India's Ministry of External Affairs described the proceedings leading to the sentence as "farcical" and said no credible evidence had been presented against Jadhav.
In a statement, India also said that Jadhav had been kidnapped in Iran and "his subsequent presence in Pakistan has never been explained credibly". It said he had been denied access to Indian consular officials despite repeated requests.
"If this sentence against an Indian citizen, awarded without observing basic norms of law and justice, is carried out, the government and people of India will regard it as a case of premeditated murder," it said.
Pakistani authorities did not say when the sentence would be carried out. Diplomatic manoeuvring, lengthy legal proceedings and the possibility of appeal could mean the case would be contested for years, an analyst said.
"Very often, they keep these guys on death row for years, if not decades, as bargaining chips," said Ajai Sahni, executive director at the Institute for Conflict Management in New Delhi.
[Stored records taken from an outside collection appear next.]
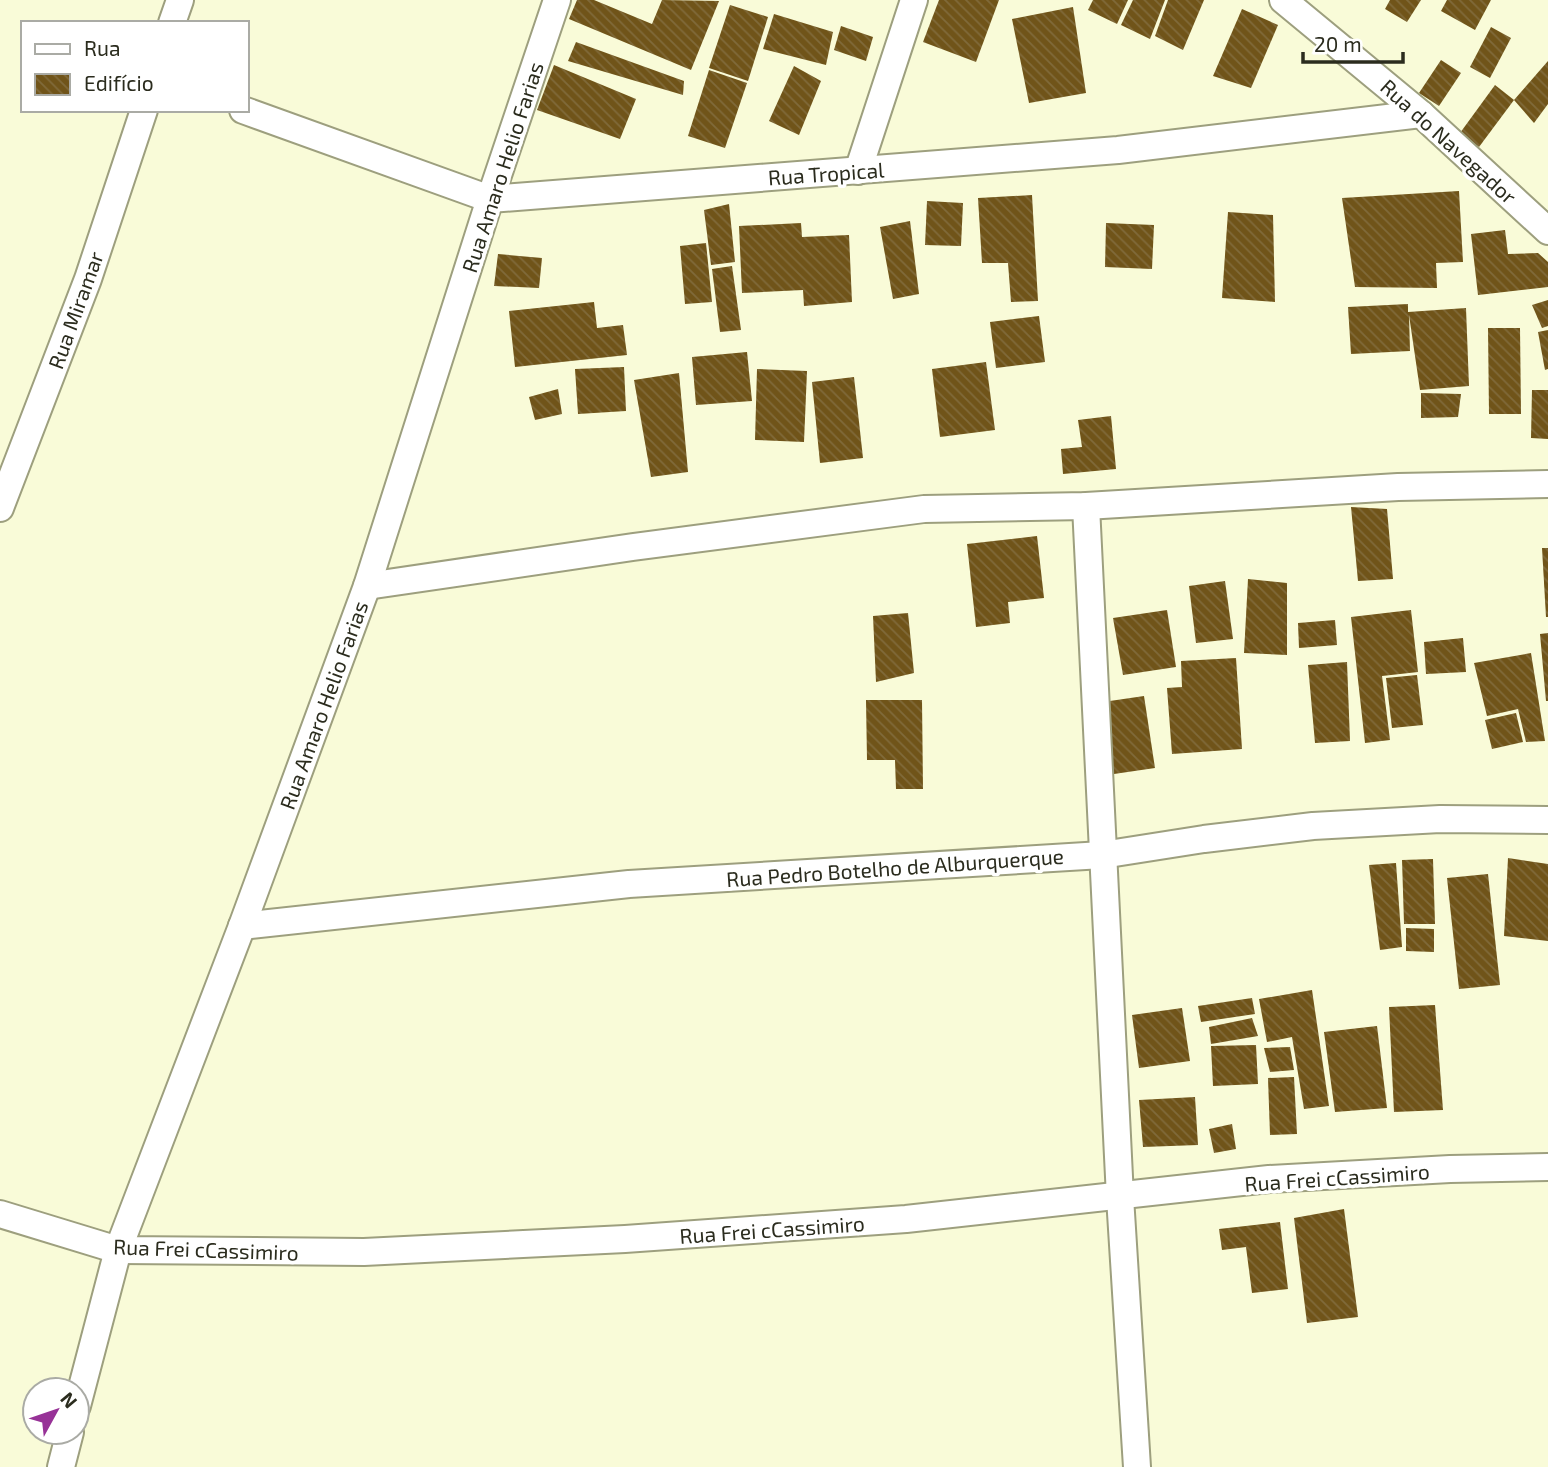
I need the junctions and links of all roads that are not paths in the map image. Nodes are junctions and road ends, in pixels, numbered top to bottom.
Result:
1 (180, 0) edge
2 (557, 0) edge
3 (915, 0) edge
4 (1283, 0) edge
5 (173, 21) edge
6 (143, 112) edge
7 (248, 112) edge
8 (1421, 114) junction
9 (859, 171) junction
10 (490, 199) junction
11 (1548, 231) edge
12 (5, 482) edge
13 (1548, 484) edge
14 (1086, 506) junction
15 (0, 508) edge
16 (367, 586) junction
17 (1548, 820) edge
18 (1102, 855) junction
19 (242, 926) junction
20 (1548, 1167) edge
21 (1120, 1197) junction
22 (0, 1214) edge
23 (118, 1250) junction
24 (85, 1376) edge
25 (66, 1446) edge
26 (61, 1467) edge
27 (1138, 1467) edge

1 - 5 street
2 - 10 street, Rua Amaro Helio Farias
3 - 9 street
4 - 8 street, Rua do Navegador
6 - 12 street, Rua Miramar
7 - 10 street, Rua Tropical
8 - 9 street, Rua Tropical
8 - 11 street, Rua do Navegador
9 - 10 street, Rua Tropical
10 - 16 street, Rua Amaro Helio Farias
12 - 15 street, Rua Miramar
13 - 14 street
14 - 16 street
14 - 18 street
16 - 19 street, Rua Amaro Helio Farias
17 - 18 street, Rua Pedro Botelho de Alburquerque
18 - 19 street, Rua Pedro Botelho de Alburquerque
18 - 21 street
19 - 23 street, Rua Amaro Helio Farias
20 - 21 street, Rua Frei cCassimiro
21 - 23 street, Rua Frei cCassimiro
21 - 27 street
22 - 23 street, Rua Frei cCassimiro
23 - 24 street, Rua Amaro Helio Farias
25 - 26 street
Sahni said there was "going to be a lot of posturing by both sides" but he doubted it would lead to any direct military action.
According to Pakistani authorities, Jadhav told judges last year that he was a naval officer who had started doing work for Indian intelligence following a 2001 attack on parliament that India blamed on militants backed by Pakistan.
Pakistan accuses India of helping the separatist movement in Baluchistan, a charge denied by India.
For its part, India says Pakistan aids separatist fighters in Kashmir, part of India's only Muslim-majority state, which Pakistan also claims.
Last September, tension between the neighbours escalated after gunmen killed 19 Indian soldiers at an army camp in Kashmir, an attack India blamed on Pakistan-based militants.
Pakistan denies backing militants saying it only offers political support to the Muslim people of Indian-controlled Kashmir.